In the tensorflow documentation for TF-Agents Environments there is an example of an environment for a simple (blackjack inspired) card game.

The init looks like the following:

class CardGameEnv(py_environment.PyEnvironment):

  def __init__(self):
    self._action_spec = array_spec.BoundedArraySpec(
        shape=(), dtype=np.int32, minimum=0, maximum=1, name='action')
    self._observation_spec = array_spec.BoundedArraySpec(
        shape=(1,), dtype=np.int32, minimum=0, name='observation')
    self._state = 0
    self._episode_ended = False

The action spec allows only for 0 (do not ask for a card) or 1 (ask for a card), and so it's sensible that the shape is shape=() (just needs an integer).

However I don't quite understand the observation spec shape being shape=(1,) , given that it will just represent the sum of the cards in the current round (so also an integer).

What explains the difference in shapes?

At start I thought they were the same.

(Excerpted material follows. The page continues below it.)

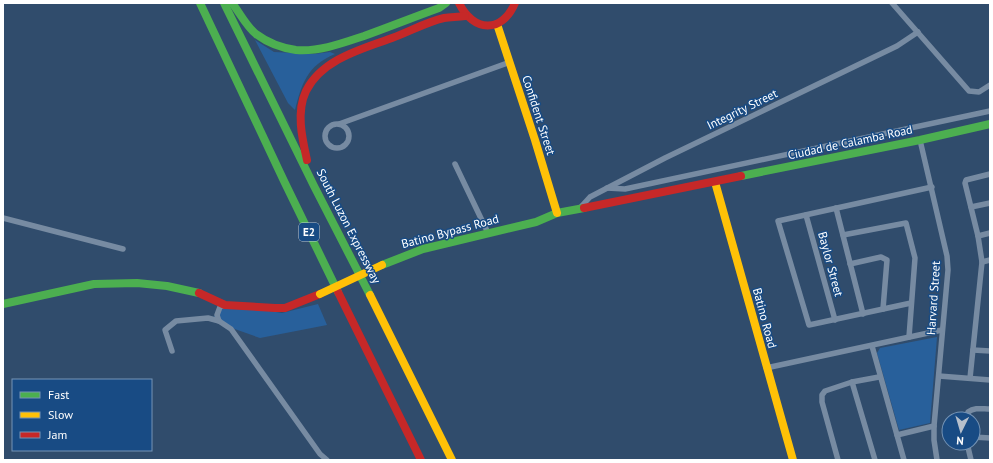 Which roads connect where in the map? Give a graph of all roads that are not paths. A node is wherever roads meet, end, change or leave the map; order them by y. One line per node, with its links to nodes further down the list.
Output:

To test them, I've run the following code on the W3 Schools Python "Try Editor" ( I accessed it through this link ):

import numpy as np

arr1 = np.zeros((), dtype=np.int32)
arr2 = np.zeros((1), dtype=np.int32)

print("This is the first array:", arr1, "\n")
print("This is the second array:", arr2, "\n")

The output I got was:

This is the first array: 0

This is the second array: [0] 

This leads me to conclude that the shape=() is a simple integer, treated as a 0-D array, but shape=(1,) is an 1-D array that consists of a single integer. I hope this is accurate, as I'd like some confirmation myself. On a second test to check this further:

import numpy as np

arr1 = np.array(42)
arr2 = np.array([1])
arr3 = np.array([1, 2, 3, 4])

print(arr1.shape)
print(arr2.shape)
print(arr3.shape)

The output was:

()
(1,)
(4,)

This seems to corroborate with what I concluded first, as arr1 is a 0-D array and arr3 is a 1-D array of 4 elements ( as explained in the W3 Schools tutorial ), and the array arr2 has a similar shape to arr3, but with a different number of elements.

As for why the action and observation are represented respectively as integer and array of one element, it is probably because TensorFlow works using tensors (arrays of n-dimensions), and calculations might be easier considering the observation as an array.

The action is declared as an integer probably to ease the process flow inside the _step() function, as it would be a little more tedious to work with an array for the if/elif/else structure. There areother examples of action_specs with more elements and discrete/continuous values, so nothing else comes to mind.

I am not really sure all of this is right, but seems a good point to at least start discussing.